Answer:
43.5% and 23.9%
Step-by-step explanation:
The correct question is:
What percentage of data would you predict would be between 40 and 70 and what percentage would you predict would be more than 70 miles? Subtract the probabilities found through =NORM.DIST(70, mean, stdev, TRUE) and =NORM.DIST(40, mean, stdev, TRUE) for the “between” probability.

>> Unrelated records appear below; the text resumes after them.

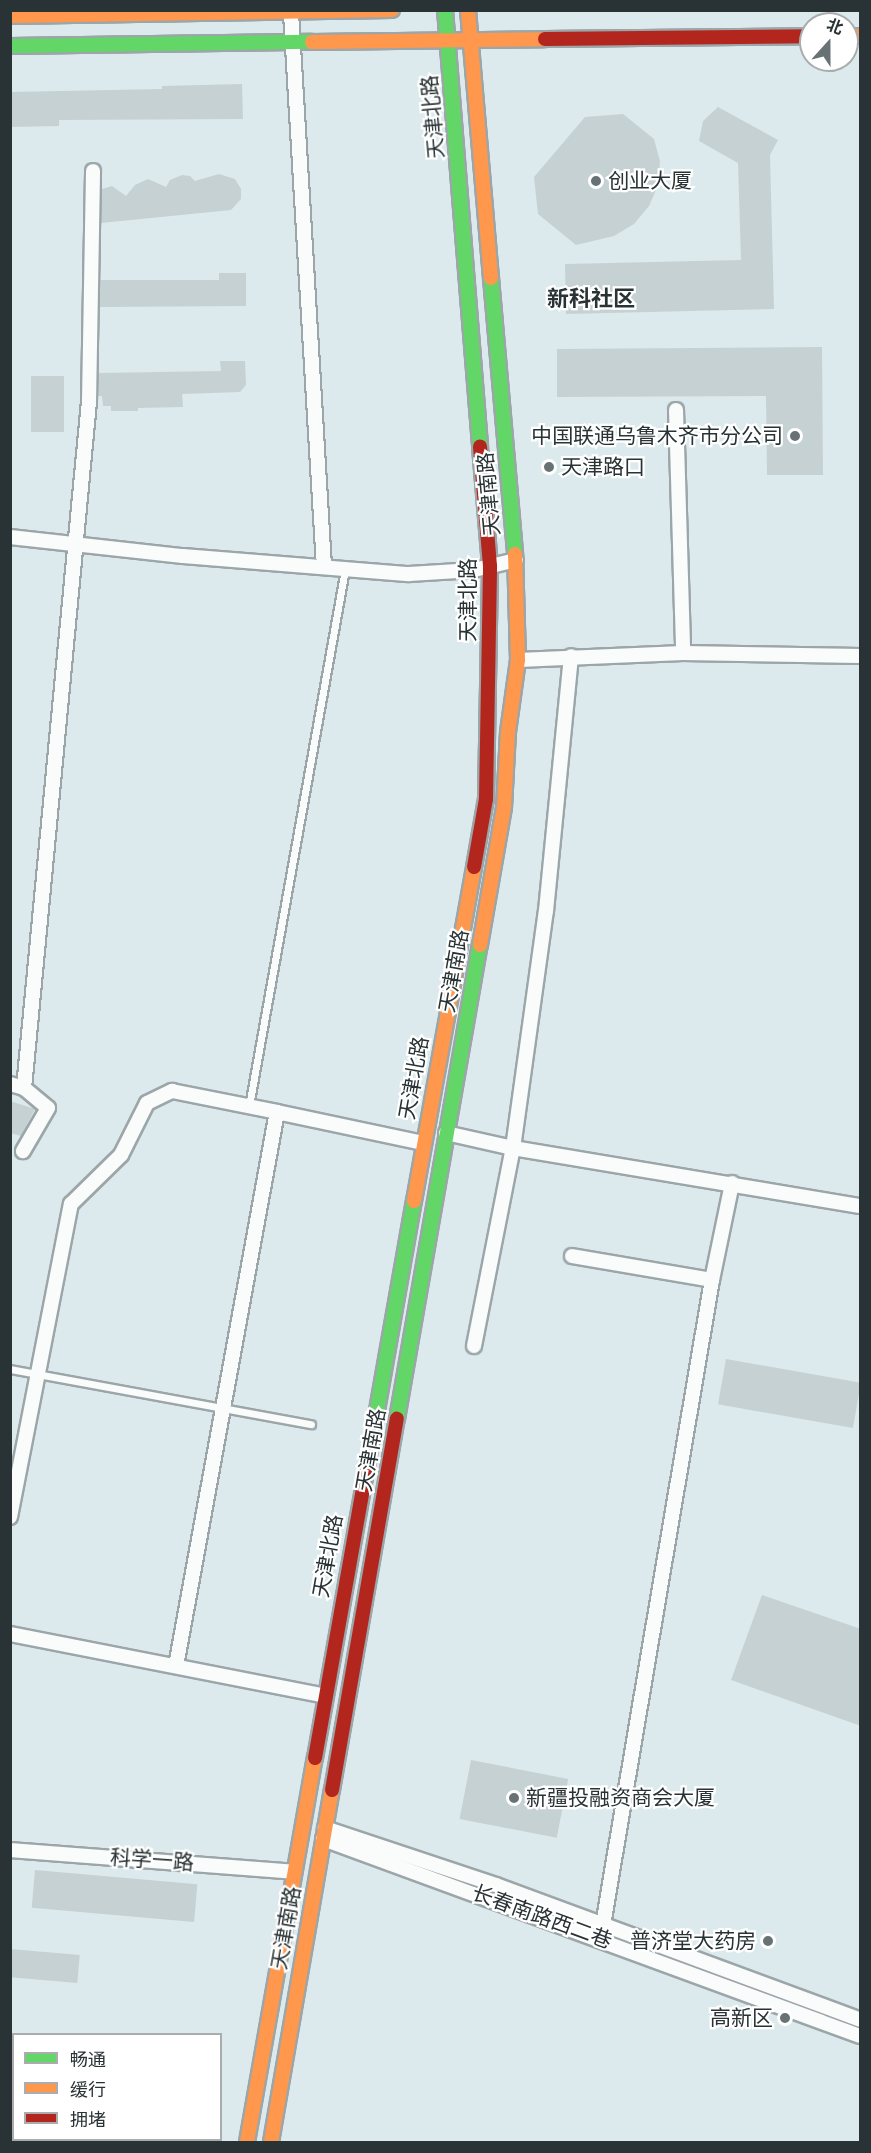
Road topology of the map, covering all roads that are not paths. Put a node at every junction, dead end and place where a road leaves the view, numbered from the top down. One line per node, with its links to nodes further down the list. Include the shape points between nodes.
1 (393, 10): 4 (street)
2 (445, 10): 8 (street, 天津北路)
3 (468, 10): 7 (street, 天津南路)
4 (291, 12): 5 (street); 9 (street)
5 (10, 16)
6 (799, 36): 7 (street)
7 (470, 39): 8 (street); 15 (street, 天津南路)
8 (447, 40): 9 (street); 16 (street, 天津北路)
9 (293, 42): 10 (street); 17 (street)
10 (10, 46)
11 (93, 171): 14 (street, via 89,402)
12 (676, 410): 19 (street)
13 (10, 537): 14 (street)
14 (75, 544): 17 (street); 23 (street)
15 (516, 560): 16 (street); 22 (street, 天津南路)
16 (490, 566): 18 (street, via 409,574); 27 (street, 天津北路, via 486,800)
17 (324, 567): 18 (street)
18 (345, 569): 24 (lane)
19 (683, 653): 20 (street); 21 (street)
20 (571, 656): 22 (street); 28 (street, via 546,911)
21 (861, 656)
22 (518, 660): 26 (street, 天津南路, via 508,732 504,808)
23 (17, 1086): 29 (street, via 48,1108)
24 (249, 1106): 25 (street); 36 (street, via 172,1091 147,1102 121,1155 71,1204)
25 (277, 1112): 27 (street); 37 (street)
26 (446, 1133): 28 (street); 42 (street, 天津南路)
27 (423, 1143): 41 (street, 天津北路)
28 (513, 1148): 30 (street); 34 (street)
29 (23, 1151)
30 (732, 1183): 31 (street); 33 (street)
31 (861, 1206)
32 (572, 1256): 33 (street)
33 (712, 1280): 48 (street)
34 (474, 1346)
35 (10, 1369): 36 (lane)
36 (37, 1373): 37 (lane); 39 (street)
37 (222, 1408): 38 (lane); 43 (street)
38 (311, 1424)
39 (10, 1517)
40 (10, 1634): 43 (street)
41 (335, 1638): 42 (street); 44 (street, 天津北路)
42 (359, 1641): 45 (street, 天津南路)
43 (176, 1666): 44 (street)
44 (325, 1696): 47 (street, 天津北路)
45 (324, 1833): 48 (street, 长春南路西二巷); 50 (street, 长春南路西二巷); 52 (street, 天津南路)
46 (10, 1850): 47 (street, 科学一路)
47 (293, 1872): 51 (street, 天津北路)
48 (603, 1925): 49 (street, 长春南路西二巷)
49 (861, 2020)
50 (861, 2036)
51 (254, 2100): 52 (street); 53 (street, 天津北路)
52 (278, 2104): 54 (street, 天津南路)
53 (247, 2142)
54 (271, 2142)

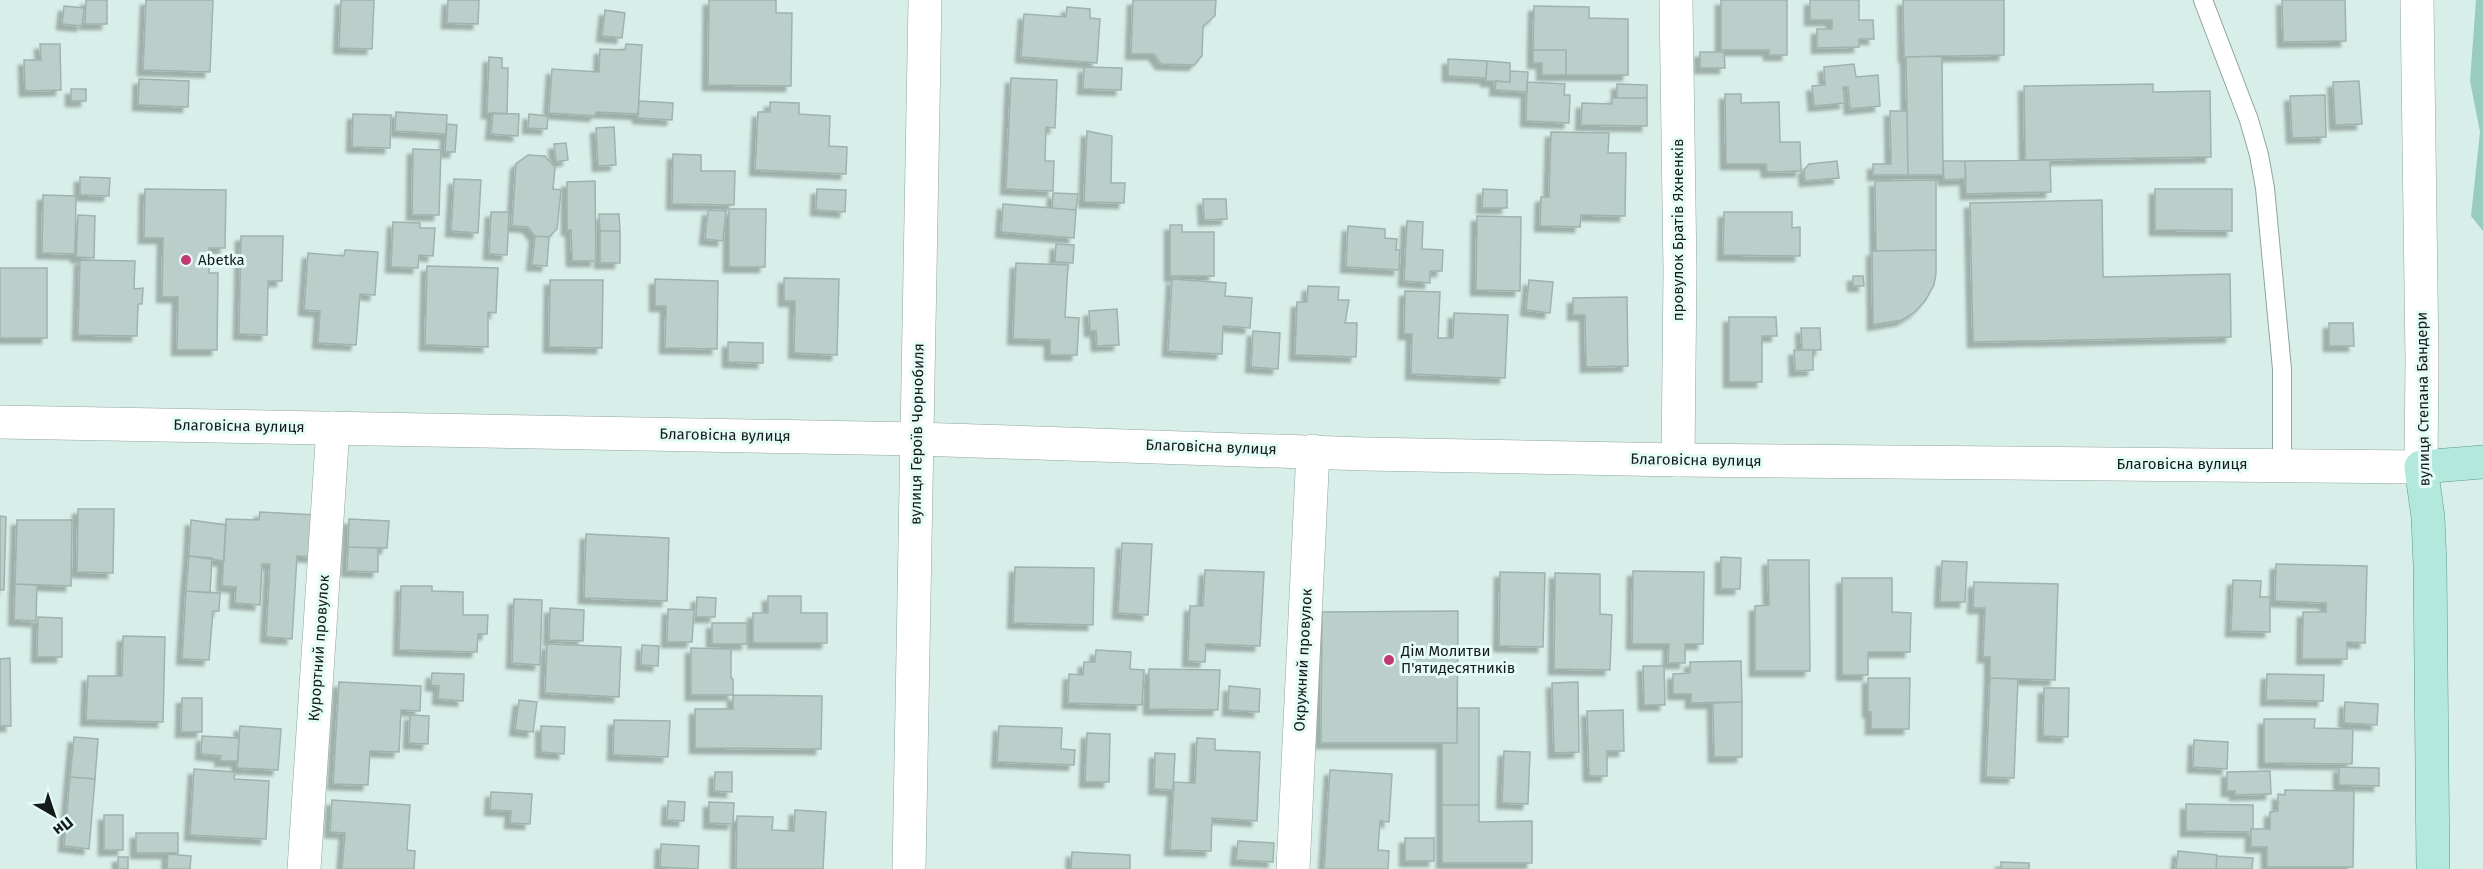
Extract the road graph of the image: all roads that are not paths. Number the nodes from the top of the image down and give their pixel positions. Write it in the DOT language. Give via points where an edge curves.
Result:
graph roads {
  1 [pos="925,0"];
  2 [pos="1676,0"];
  3 [pos="2204,0"];
  4 [pos="2417,0"];
  5 [pos="0,422"];
  6 [pos="333,428"];
  7 [pos="916,439"];
  8 [pos="1313,451"];
  9 [pos="1678,460"];
  10 [pos="2483,462"];
  11 [pos="2282,465"];
  12 [pos="2421,466"];
  13 [pos="304,869"];
  14 [pos="909,869"];
  15 [pos="1293,869"];
  16 [pos="2433,869"];
  1 -- 7 [label="main road, вулиця Героїв Чорнобиля"];
  2 -- 9 [label="main road, провулок Братів Яхненків"];
  3 -- 11 [label="lane" via="2249,120 2265,188 2282,369"];
  4 -- 12 [label="main road, вулиця Степана Бандери"];
  5 -- 6 [label="main road, Благовісна вулиця"];
  6 -- 7 [label="main road, Благовісна вулиця"];
  6 -- 13 [label="main road, Курортний провулок"];
  7 -- 8 [label="main road, Благовісна вулиця"];
  7 -- 14 [label="main road, вулиця Героїв Чорнобиля"];
  8 -- 9 [label="main road, Благовісна вулиця"];
  8 -- 15 [label="main road, Окружний провулок"];
  9 -- 11 [label="main road, Благовісна вулиця"];
  10 -- 12 [label="main road"];
  11 -- 12 [label="main road, Благовісна вулиця"];
  12 -- 16 [label="main road, вулиця Степана Бандери" via="2430,566"];
}
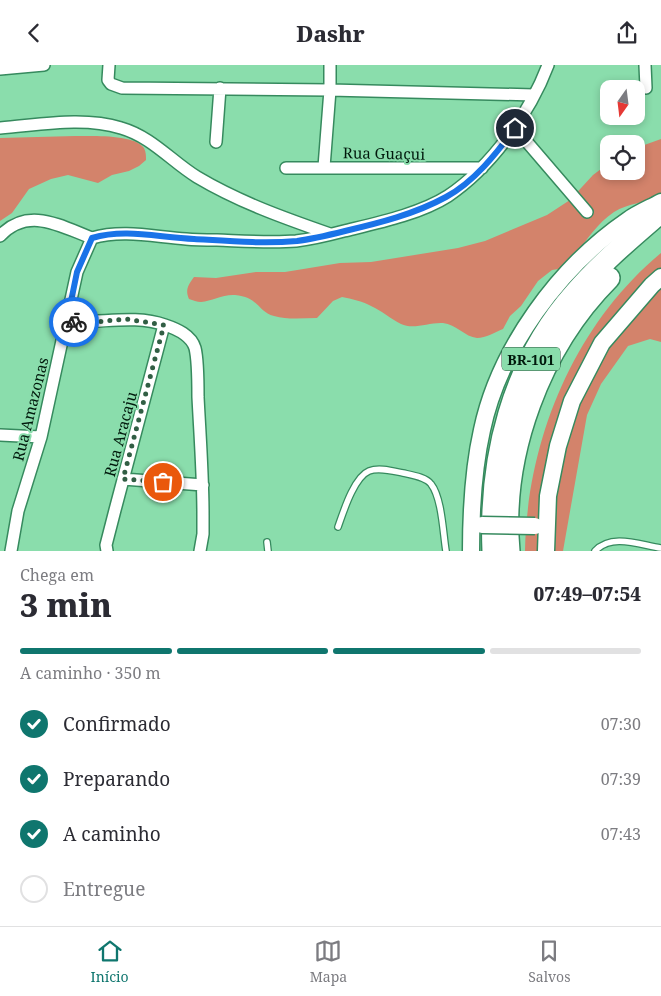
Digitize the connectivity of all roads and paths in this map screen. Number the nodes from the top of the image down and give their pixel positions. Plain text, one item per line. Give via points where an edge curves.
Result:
1 (44, 65) edge
2 (109, 65) edge
3 (330, 65) edge
4 (548, 65) edge
5 (645, 65) edge
6 (0, 69) edge
7 (220, 89) junction
8 (646, 89) dead end
9 (330, 90) junction
10 (534, 95) junction
11 (0, 127) edge
12 (515, 128) junction
13 (216, 142) dead end
14 (324, 167) junction
15 (286, 168) dead end
16 (482, 168) junction
17 (661, 202) edge
18 (587, 212) dead end
19 (661, 212) edge
20 (661, 231) edge
21 (330, 234) junction
22 (0, 236) edge
23 (92, 238) junction
24 (661, 277) edge
25 (67, 321) junction
26 (164, 325) junction
27 (0, 435) edge
28 (41, 437) junction
29 (123, 479) junction
30 (203, 485) junction
31 (476, 524) junction
32 (541, 526) junction
33 (338, 527) dead end
34 (267, 542) dead end
35 (661, 548) edge
36 (11, 551) edge
37 (107, 551) edge
38 (200, 551) edge
39 (268, 551) edge
40 (446, 551) edge
41 (470, 551) edge
42 (494, 551) edge
43 (509, 551) edge
44 (546, 551) edge
45 (595, 551) edge

1 - 6 street
2 - 7 street via 108,80 122,87
3 - 9 street
4 - 10 street
5 - 8 street
7 - 9 street
7 - 13 street
9 - 10 street
9 - 14 street
10 - 12 street
11 - 21 street via 82,122 122,128 141,135 196,177 273,215
12 - 16 street
12 - 18 street
14 - 15 street, Rua Guaçui
14 - 16 street, Rua Guaçui
16 - 21 street via 446,197 409,213
17 - 31 street via 630,219 588,252 526,324 494,387 484,422 475,474
19 - 42 highway, BR-101 via 574,293 530,362 513,397 498,460 493,514
20 - 43 highway, BR-101 via 591,297 559,343 540,380 514,459 509,503
21 - 23 street via 298,241 186,239 124,233
22 - 23 street via 13,225 35,219
23 - 25 street, Rua Amazonas via 77,272
24 - 32 street via 602,343 572,401 558,446
25 - 26 street via 85,323 126,319
25 - 28 street, Rua Amazonas
26 - 29 street, Rua Aracaju
26 - 30 street via 189,337 195,348
27 - 28 street
28 - 36 street, Rua Amazonas via 18,511
29 - 30 street
29 - 37 street, Rua Aracaju
30 - 38 street
31 - 32 street, bridge
31 - 41 street
32 - 44 street
33 - 40 lane via 353,491 368,471 379,469 403,473 430,483 438,496
34 - 39 lane
35 - 45 lane via 614,541 600,545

To get the probability of over 70, use the same =NORM.DIST(70, mean, stdev, TRUE) and then subtract the result from 1 to get “more than”.
Mean; 51.6571429
Standard deviation: 25.8012116
Predicted percentage between 40 and 70: 43.57%
Actual percentage: 22.86
Predicted percentage more than 70 miles: 23.86%
Actual percentage: 37.14
SOLUTION:
Since the standard deviation and mean are given, we ca use the z-score to determine the probability of the percentages asked for in the question
The z-score formula is
z = (x-μ)/σ
where x is the data value we are looking for,
μ is the sample mean, and
σ is the sample standard deviation.
The data value should be between 40 and 70
So the z-score for 40=
(40−51.6571429)/25.8012116= −0.45
P-value of the -0.45 z-score (checked on the z-score table) = 0.3264
The z-score for 70 will be
(70−51.6571429)/25.8012116= 0.71
P-value of the 0.71 z-score (checked on the z-score table) = 0.7611
Therefore the percentage between 40 and 70= p-value at 70 - p-value at 40
= 0.7611 - 0.3264
= 0.4347 converted to percentage = 43.5%
To find the percentage above 70, we subtract the p-value at 70 from 1
1 - 0.7611 = 0.2389 converted to percentage = 23.9%